Thursday, January 19, 2012

the real purpose of this bill is to thwart internal, domestic movements that threaten the corporate state



RT | In the past, journalist Chris Hedges has worked for NPR, The New York Times and the Christian Science Monitor. In his latest endeavor, however, he is teaming up with an unlikely pair: a couple of attorneys that will help him take on the president.

US President Barack Obama is the target of a suit filed by Pulitzer Prize-winner Hedges, and the reasoning seems more than obvious to him. The decision to take the commander-in-chief to court comes as a response to President Obama’s December 31 signing of the National Defense Authorization Act, or NDAA, a legislation that allows the US military to detain American citizens indefinitely at off-site torture prisons like Guantanamo Bay.

Obama amended the NDAA with a signing statement on New Year's Eve, insisting that while the Act does indeed give him the power to detain his own citizens indefinitely without charge, that doesn’t mean he will do so. Specifically, Obama wrote that his administration “will not authorize the indefinite military detention without trial of American citizens.” Under another piece of legislation, however, the government is being granted the right to suspend citizenship of any American if the Enemy Expatriation Act joins the ranks of the NDAA as an atrocious act approved by the president.
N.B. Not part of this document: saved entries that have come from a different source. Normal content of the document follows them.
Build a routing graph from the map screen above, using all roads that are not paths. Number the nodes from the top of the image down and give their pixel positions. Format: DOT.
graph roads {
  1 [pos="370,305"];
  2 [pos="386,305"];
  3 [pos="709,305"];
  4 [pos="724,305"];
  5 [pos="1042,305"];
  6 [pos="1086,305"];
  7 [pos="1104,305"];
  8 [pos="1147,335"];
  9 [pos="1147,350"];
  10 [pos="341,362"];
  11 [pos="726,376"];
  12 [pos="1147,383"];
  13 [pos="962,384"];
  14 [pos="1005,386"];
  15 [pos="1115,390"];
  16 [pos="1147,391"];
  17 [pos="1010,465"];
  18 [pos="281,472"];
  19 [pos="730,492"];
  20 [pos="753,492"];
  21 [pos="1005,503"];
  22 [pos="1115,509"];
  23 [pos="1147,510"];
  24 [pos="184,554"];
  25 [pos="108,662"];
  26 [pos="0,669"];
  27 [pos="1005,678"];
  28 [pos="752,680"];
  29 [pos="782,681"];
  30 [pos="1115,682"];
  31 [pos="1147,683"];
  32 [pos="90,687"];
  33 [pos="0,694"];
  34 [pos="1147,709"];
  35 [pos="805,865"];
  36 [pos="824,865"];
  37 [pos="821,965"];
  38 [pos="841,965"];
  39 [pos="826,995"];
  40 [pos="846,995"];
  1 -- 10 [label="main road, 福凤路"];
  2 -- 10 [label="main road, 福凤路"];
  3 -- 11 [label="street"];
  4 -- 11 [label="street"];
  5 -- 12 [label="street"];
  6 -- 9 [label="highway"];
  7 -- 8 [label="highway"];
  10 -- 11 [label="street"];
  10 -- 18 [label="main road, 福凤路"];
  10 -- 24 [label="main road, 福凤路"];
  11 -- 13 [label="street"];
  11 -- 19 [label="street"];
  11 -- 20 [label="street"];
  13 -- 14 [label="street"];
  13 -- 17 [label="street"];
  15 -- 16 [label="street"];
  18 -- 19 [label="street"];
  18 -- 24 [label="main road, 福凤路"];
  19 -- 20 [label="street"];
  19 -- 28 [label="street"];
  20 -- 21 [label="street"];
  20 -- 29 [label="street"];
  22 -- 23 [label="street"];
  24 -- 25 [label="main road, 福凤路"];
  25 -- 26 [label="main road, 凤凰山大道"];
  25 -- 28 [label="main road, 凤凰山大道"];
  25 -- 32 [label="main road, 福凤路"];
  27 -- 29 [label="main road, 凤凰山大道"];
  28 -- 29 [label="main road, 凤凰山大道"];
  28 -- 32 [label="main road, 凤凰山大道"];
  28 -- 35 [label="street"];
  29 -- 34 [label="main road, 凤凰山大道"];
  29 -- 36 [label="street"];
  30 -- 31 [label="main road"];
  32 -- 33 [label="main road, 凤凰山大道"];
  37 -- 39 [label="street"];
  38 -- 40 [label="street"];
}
“Once again, you just have to be accused of supporting hostilities which could be defined any way the government sees fit. Then the government can strip your citizenship and apply the indefinite detention section of the NDAA without the benefit of a trial,” journalist Stephen Foster Jr. wrote earlier this month of the Act.

In a blog post published on Monday to TruthDig.com, Hedges announces his effort to take Obama to court, and says his team of attorneys will challenge the president over the legality of the Authorization for Use of Military Force, a provision promised under the NDAA.
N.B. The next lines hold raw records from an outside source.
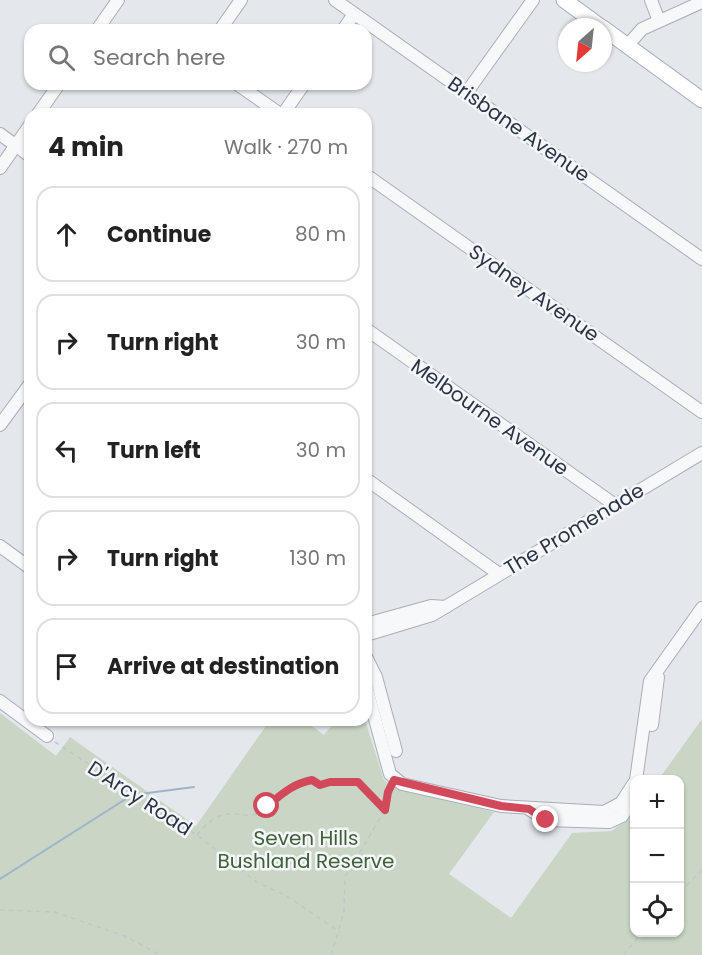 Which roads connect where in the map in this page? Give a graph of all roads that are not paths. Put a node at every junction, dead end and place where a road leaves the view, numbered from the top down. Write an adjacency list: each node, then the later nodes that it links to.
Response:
1 (118, 0): 11 (street)
2 (241, 0): 12 (street)
3 (335, 0): 8 (street, Brisbane Avenue)
4 (532, 0): 21 (street)
5 (564, 0): 9 (main road)
6 (651, 0): 10 (street)
7 (702, 2): 10 (street)
8 (354, 14): 13 (street); 14 (street, Brisbane Avenue)
9 (588, 18)
10 (659, 21): 17 (street)
11 (101, 24)
12 (224, 24)
13 (347, 24)
14 (368, 24)
15 (372, 26): 21 (street, Brisbane Avenue)
16 (612, 35): 17 (main road)
17 (627, 46): 22 (main road)
18 (55, 90): 23 (street)
19 (246, 90): 24 (street)
20 (299, 90): 25 (street)
21 (467, 92): 32 (street, Brisbane Avenue)
22 (702, 100)
23 (42, 108)
24 (272, 108)
25 (286, 108)
26 (24, 133): 28 (street)
27 (0, 134): 28 (street)
28 (15, 146): 29 (street); 30 (street)
29 (24, 152)
30 (0, 168)
31 (372, 179): 35 (street, Sydney Avenue)
32 (702, 259)
33 (372, 333): 39 (street, Melbourne Avenue)
34 (24, 394): 36 (street)
35 (702, 412)
36 (0, 425)
37 (702, 453): 39 (street, The Promenade)
38 (372, 483): 42 (street)
39 (615, 505): 42 (street, The Promenade)
40 (0, 546): 41 (street)
41 (24, 564)
42 (499, 574): 43 (street, The Promenade)
43 (446, 607): 45 (street, The Promenade); 46 (street, The Promenade)
44 (702, 608): 47 (street)
45 (372, 622)
46 (372, 633)
47 (663, 662): 55 (street); 56 (street)
48 (372, 669): 54 (street)
49 (0, 701): 51 (street)
50 (372, 708): 59 (street)
51 (24, 719)
52 (34, 726): 53 (street)
53 (47, 736)
54 (396, 751)
55 (636, 775)
56 (645, 775)
57 (630, 789): 59 (street)
58 (630, 805): 59 (street)
59 (529, 809) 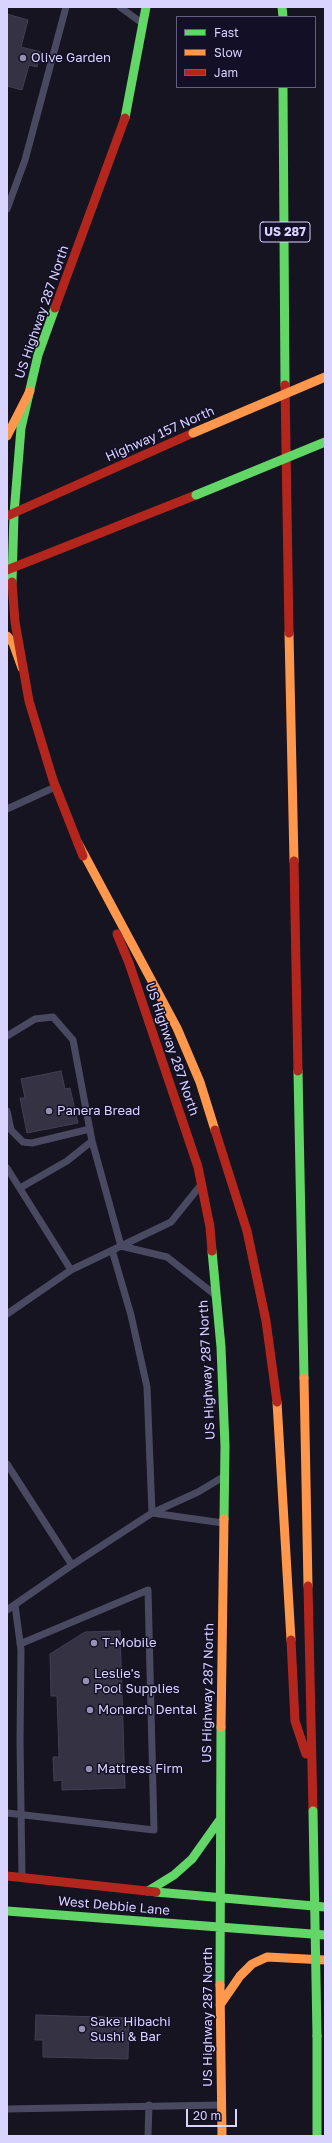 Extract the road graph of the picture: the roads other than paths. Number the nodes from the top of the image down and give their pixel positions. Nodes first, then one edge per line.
1 (66, 7) edge
2 (120, 7) edge
3 (146, 7) edge
4 (143, 24) junction
5 (283, 88) edge
6 (7, 208) edge
7 (325, 377) edge
8 (30, 391) junction
9 (7, 436) edge
10 (325, 442) edge
11 (11, 515) edge
12 (9, 570) edge
13 (7, 636) edge
14 (22, 668) junction
15 (56, 787) junction
16 (7, 809) edge
17 (78, 843) junction
18 (7, 1036) edge
19 (7, 1111) edge
20 (90, 1129) junction
21 (92, 1141) junction
22 (7, 1168) edge
23 (201, 1184) junction
24 (20, 1188) junction
25 (121, 1246) junction
26 (112, 1250) junction
27 (71, 1270) junction
28 (216, 1296) junction
29 (7, 1314) edge
30 (7, 1464) edge
31 (224, 1476) junction
32 (152, 1513) junction
33 (223, 1523) junction
34 (72, 1565) junction
35 (15, 1605) junction
36 (7, 1610) edge
37 (20, 1644) junction
38 (313, 1774) junction
39 (7, 1813) edge
40 (21, 1815) junction
41 (219, 1821) junction
42 (7, 1876) edge
43 (22, 1877) junction
44 (148, 1891) junction
45 (219, 1899) junction
46 (325, 1907) edge
47 (7, 1911) edge
48 (220, 1928) junction
49 (325, 1935) edge
50 (325, 1960) edge
51 (220, 2005) junction
52 (149, 2105) junction
53 (221, 2105) junction
54 (7, 2109) edge
55 (148, 2136) edge
56 (222, 2136) edge
57 (317, 2136) edge

1 - 6 lane
2 - 4 lane
3 - 4 main road, US Highway 287 North
4 - 8 main road, US Highway 287 North
5 - 38 main road, US 287
7 - 11 main road, Highway 157 North, bridge
8 - 9 main road
8 - 11 main road, US Highway 287 North
10 - 12 main road, bridge
11 - 12 main road, US Highway 287 North
12 - 14 main road, US Highway 287 North
13 - 14 main road
14 - 15 main road, US Highway 287 North
15 - 16 lane
15 - 17 main road, US Highway 287 North
17 - 23 main road, US Highway 287 North
17 - 38 main road
18 - 20 lane
19 - 20 lane
20 - 21 lane
21 - 24 lane
21 - 25 lane
22 - 24 lane
23 - 25 lane
23 - 28 main road, US Highway 287 North
24 - 27 lane
25 - 26 lane
25 - 28 lane
26 - 27 lane
26 - 32 lane
27 - 29 lane
28 - 31 main road, US Highway 287 North
30 - 34 lane
31 - 32 lane
31 - 33 main road, US Highway 287 North
32 - 33 lane
32 - 34 lane
33 - 41 main road, US Highway 287 North
34 - 35 lane
35 - 36 lane
35 - 37 lane
37 - 40 lane
37 - 40 lane
38 - 57 main road, US 287, bridge
39 - 40 lane
40 - 43 lane
41 - 44 main road
41 - 45 main road, US Highway 287 North
42 - 43 main road, West Debbie Lane
43 - 44 main road, West Debbie Lane
44 - 45 main road, West Debbie Lane
45 - 46 main road, West Debbie Lane
45 - 48 main road, US Highway 287 North
47 - 48 main road, West Debbie Lane
48 - 49 main road, West Debbie Lane
48 - 51 main road, US Highway 287 North
50 - 51 main road
51 - 53 main road, US Highway 287 North
52 - 53 lane
52 - 54 lane
52 - 55 lane
53 - 56 main road, US Highway 287 North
In his explanation, Hedges says the signing signals “a catastrophic blow to civil liberties.”

“I spent many years in countries where the military had the power to arrest and detain citizens without charge,” writes Hedges. “I have been in some of these jails. I have friends and colleagues who have ‘disappeared’ into military gulags. I know the consequences of granting sweeping and unrestricted policing power to the armed forces of any nation. And while my battle may be quixotic, it is one that has to be fought if we are to have any hope of pulling this country back from corporate fascism.”

Like other NDAA opponents, Hedges addresses in his explanation the issue that vague verbiage throughout the legislation creates an almost open-ended scenario for the government to grab anyone in America and put them behind bars. Instead, rather, the legislation leaves American authorities to go after anyone it can use the Act to attack.
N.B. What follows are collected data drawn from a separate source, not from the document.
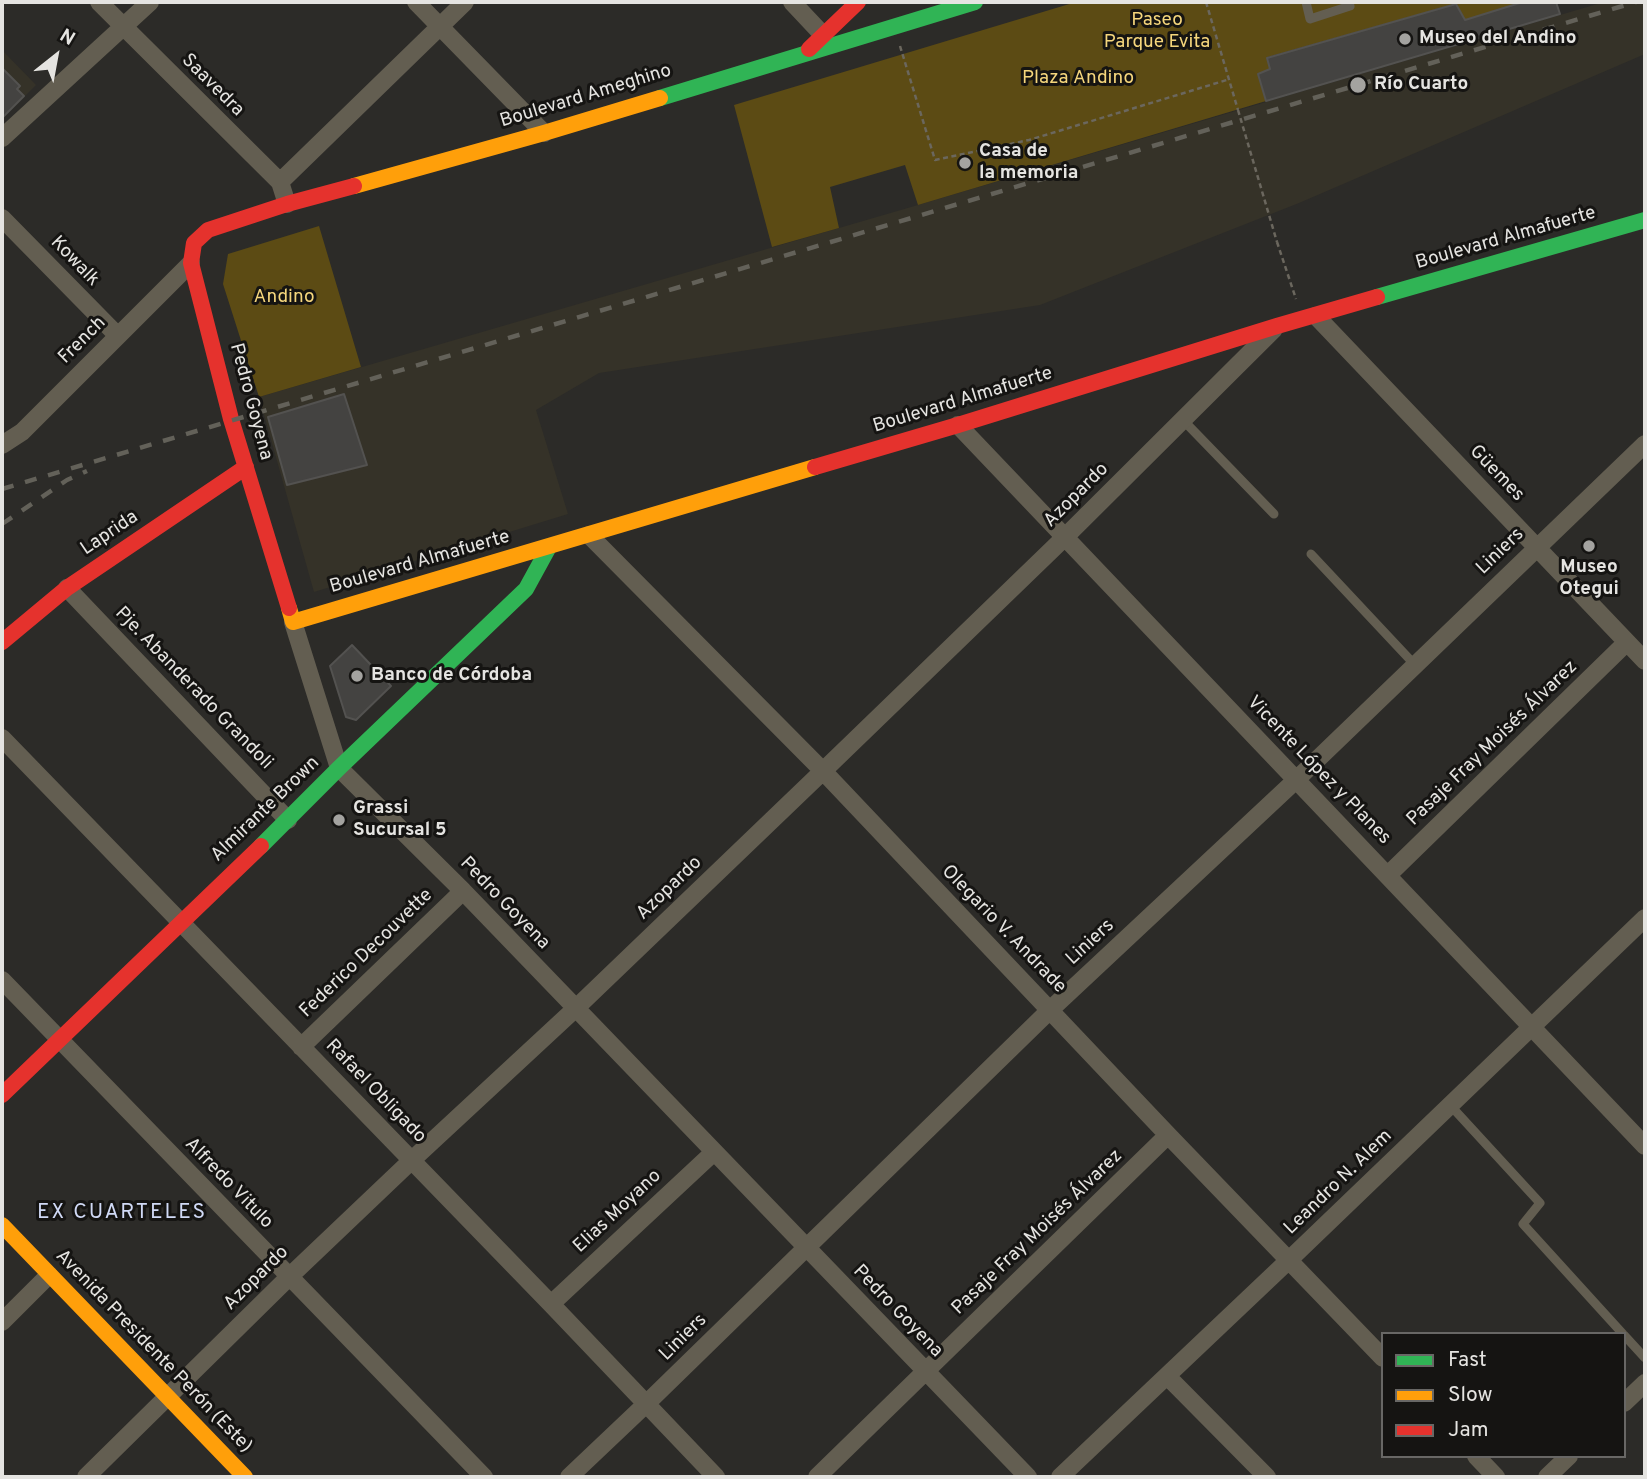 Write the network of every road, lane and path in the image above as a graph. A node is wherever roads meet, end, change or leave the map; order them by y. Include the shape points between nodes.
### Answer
1 (99, 2) edge
2 (150, 2) edge
3 (416, 2) edge
4 (465, 2) edge
5 (792, 2) edge
6 (858, 2) edge
7 (975, 2) edge
8 (1206, 2) edge
9 (1306, 2) edge
10 (1349, 2) edge
11 (123, 26) junction
12 (439, 26) junction
13 (823, 35) junction
14 (899, 43) dead end
15 (805, 53) junction
16 (1230, 79) junction
17 (544, 133) junction
18 (2, 138) edge
19 (279, 182) junction
20 (287, 204) junction
21 (2, 218) edge
22 (1645, 220) edge
23 (191, 262) junction
24 (1309, 318) junction
25 (1277, 326) junction
26 (117, 335) junction
27 (1183, 420) junction
28 (958, 425) junction
29 (1645, 444) edge
30 (2, 445) edge
31 (246, 467) junction
32 (1274, 514) dead end
33 (589, 536) junction
34 (1065, 537) junction
35 (549, 547) junction
36 (1536, 547) junction
37 (1311, 554) dead end
38 (66, 588) junction
39 (293, 622) junction
40 (2, 642) edge
41 (1627, 642) junction
42 (1645, 661) edge
43 (1415, 665) junction
44 (2, 737) edge
45 (339, 768) junction
46 (823, 771) junction
47 (1297, 779) junction
48 (288, 820) junction
49 (1388, 875) junction
50 (463, 891) junction
51 (1645, 918) edge
52 (180, 922) junction
53 (2, 980) edge
54 (576, 1009) junction
55 (1050, 1010) junction
56 (1532, 1026) junction
57 (60, 1039) junction
58 (301, 1047) junction
59 (2, 1095) edge
60 (1450, 1105) junction
61 (1168, 1135) junction
62 (1645, 1146) edge
63 (714, 1152) junction
64 (412, 1160) junction
65 (2, 1225) edge
66 (806, 1247) junction
67 (1289, 1260) junction
68 (49, 1275) junction
69 (289, 1277) junction
70 (551, 1304) junction
71 (2, 1322) edge
72 (1622, 1332) edge
73 (1626, 1336) edge
74 (1381, 1356) edge
75 (1645, 1358) edge
76 (926, 1372) junction
77 (1167, 1376) junction
78 (1645, 1383) edge
79 (167, 1398) junction
80 (1626, 1401) edge
81 (646, 1405) junction
82 (1478, 1458) edge
83 (1567, 1458) edge
84 (86, 1477) edge
85 (245, 1477) edge
86 (484, 1477) edge
87 (569, 1477) edge
88 (716, 1477) edge
89 (817, 1477) edge
90 (1028, 1477) edge
91 (1060, 1477) edge
92 (1267, 1477) edge
93 (1496, 1477) edge
94 (1547, 1477) edge

1 - 11 street, Saavedra
2 - 11 street
3 - 12 street
4 - 12 street
5 - 13 street
6 - 13 main road
7 - 15 main road, Boulevard Ameghino
8 - 16 path
9 - 10 lane via 1311,19 1350,6
11 - 18 street
11 - 19 street, Saavedra
12 - 17 street
12 - 19 street
13 - 15 main road
14 - 16 path via 935,160 1029,140
15 - 17 main road, Boulevard Ameghino
16 - 24 path, bridge via 1277,242
17 - 20 main road, Boulevard Ameghino
19 - 20 street, Saavedra
20 - 23 main road, Boulevard Ameghino via 208,230 194,243
21 - 26 street, Kowalk
22 - 24 main road, Boulevard Almafuerte
23 - 26 street, French
23 - 31 main road, Pedro Goyena
24 - 25 main road, Boulevard Almafuerte
24 - 36 street, Güemes
25 - 27 street, Azopardo
25 - 28 main road, Boulevard Almafuerte
26 - 30 street, French via 22,432
27 - 32 lane
27 - 34 street, Azopardo
28 - 33 main road, Boulevard Almafuerte
28 - 34 street, Vicente López y Planes
29 - 36 street, Liniers
31 - 38 main road, Laprida
31 - 39 main road, Pedro Goyena
33 - 35 main road, Boulevard Almafuerte
33 - 46 street, Olegario V. Andrade
34 - 46 street, Azopardo
34 - 47 street, Vicente López y Planes
35 - 39 main road, Boulevard Almafuerte
35 - 45 main road, Almirante Brown via 526,589
36 - 41 street, Güemes
36 - 43 street, Liniers
37 - 43 lane
38 - 40 main road, Laprida
38 - 48 street, Pje. Abanderado Grandoli
39 - 45 street, Pedro Goyena
41 - 42 street, Güemes
41 - 49 street, Pasaje Fray Moisés Álvarez
43 - 47 street, Liniers
44 - 52 street, Rafael Obligado
45 - 48 main road, Almirante Brown
45 - 50 street, Pedro Goyena
46 - 54 street, Azopardo
46 - 55 street, Olegario V. Andrade
47 - 49 street, Vicente López y Planes
47 - 55 street, Liniers
48 - 52 main road, Almirante Brown
49 - 56 street, Vicente López y Planes
50 - 54 street, Pedro Goyena
50 - 58 street, Federico Decouvette
51 - 56 street, Leandro N. Alem
52 - 57 main road, Almirante Brown
52 - 58 street, Rafael Obligado
53 - 57 street, Alfredo Vitulo
54 - 63 street, Pedro Goyena
54 - 64 street, Azopardo
55 - 61 street, Olegario V. Andrade
55 - 66 street, Liniers
56 - 60 street, Leandro N. Alem
56 - 62 street, Vicente López y Planes
57 - 59 main road, Almirante Brown
57 - 69 street, Alfredo Vitulo
58 - 64 street, Rafael Obligado
60 - 67 street, Leandro N. Alem
60 - 72 lane via 1540,1203 1523,1224
61 - 67 street, Olegario V. Andrade
61 - 76 street, Pasaje Fray Moisés Álvarez
63 - 66 street, Pedro Goyena
63 - 70 street, Elias Moyano
64 - 69 street, Azopardo
64 - 70 street, Rafael Obligado
65 - 68 main road, Avenida Presidente Perón (Este)
66 - 76 street, Pedro Goyena
66 - 81 street, Liniers
67 - 74 street, Olegario V. Andrade
67 - 77 street, Leandro N. Alem
68 - 71 street
68 - 79 main road, Avenida Presidente Perón (Este)
69 - 79 street, Azopardo
69 - 86 street, Alfredo Vitulo
70 - 81 street, Rafael Obligado
73 - 75 lane
76 - 89 street, Pasaje Fray Moisés Álvarez
76 - 90 street, Pedro Goyena
77 - 91 street, Leandro N. Alem
77 - 92 street
78 - 80 street
79 - 84 street, Azopardo
79 - 85 main road, Avenida Presidente Perón (Este)
81 - 87 street, Liniers
81 - 88 street, Rafael Obligado
82 - 93 street
83 - 94 street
As an international correspondent and world-renowned journalist, Hedges has traveled the globe and says he has been put in some hairy situations. Under the NDAA, he says, he might as well be considered a war criminal in the eyes of America.

6 comments:

nanakwame said...

When these folks get down and dirty against what has happen to black and brown males in the last 40 years then I will believe in this man. The death of the liberal class seems like the whining of the middle class's massmen. Not to say we don't have the wherewithal today to take the mask fully off, but where is the social movement,even if it doesn't come in the same manner? In 1974, the leadership of the PRRWO, did a study on these two question: Will we have another Great Depression and could and how Fascism could come into existence in the US.  I was on the study about fascism. We were correct about stopping Great Depression,as seen in 2007, and we are still correct about fascism. This cry of wolf is concealing the real dangers that are occurring, and of course we were blind then as a group to the Climate/Nature problem. In some ways the Power doesn't need to take the mask off, it has capitulated most of America, and why I am re-reading PKD is he had a better grip on The Empire (growing influence of modern institutions on the persona lives) and the psychic mores' of today.

http://www.nbcnewyork.com/news/local/NYPD-Gun-Scanning-Technology-Gun-Detectors-Police-137507933.html 

Makheru Bradley said...

Minister Farrakhan comments on indefinite detention:

http://jessemuhammad.blogs.finalcall.com/2012/01/what-would-elijah-do-minister-louis.html

Tom said...

So Farrakhan isn't taking the (imo) absurd "why should Black people care?" line.  

CNu said...

Farrakhan has his own NOI-limiting issues, but the go-along-to-get-along complacency of the 2nd/3rd line inheritors is not the foremost of these. IMOHO - Farrakhan has struck his own bargain with TPTB - limiting the scope and depth of NOI activities in the U.S. in exchange for unbounded tongue-wagging, tongue-wagging being inherently less threatening than sustainable institution building.

Tom said...

Institution-building-wise, is there anything on the table other than becoming enthusiastic collaborators?  For anyone?  

CNu said...

Tom, I'll hit you up backchannel, you take a look, and then decide for yourself.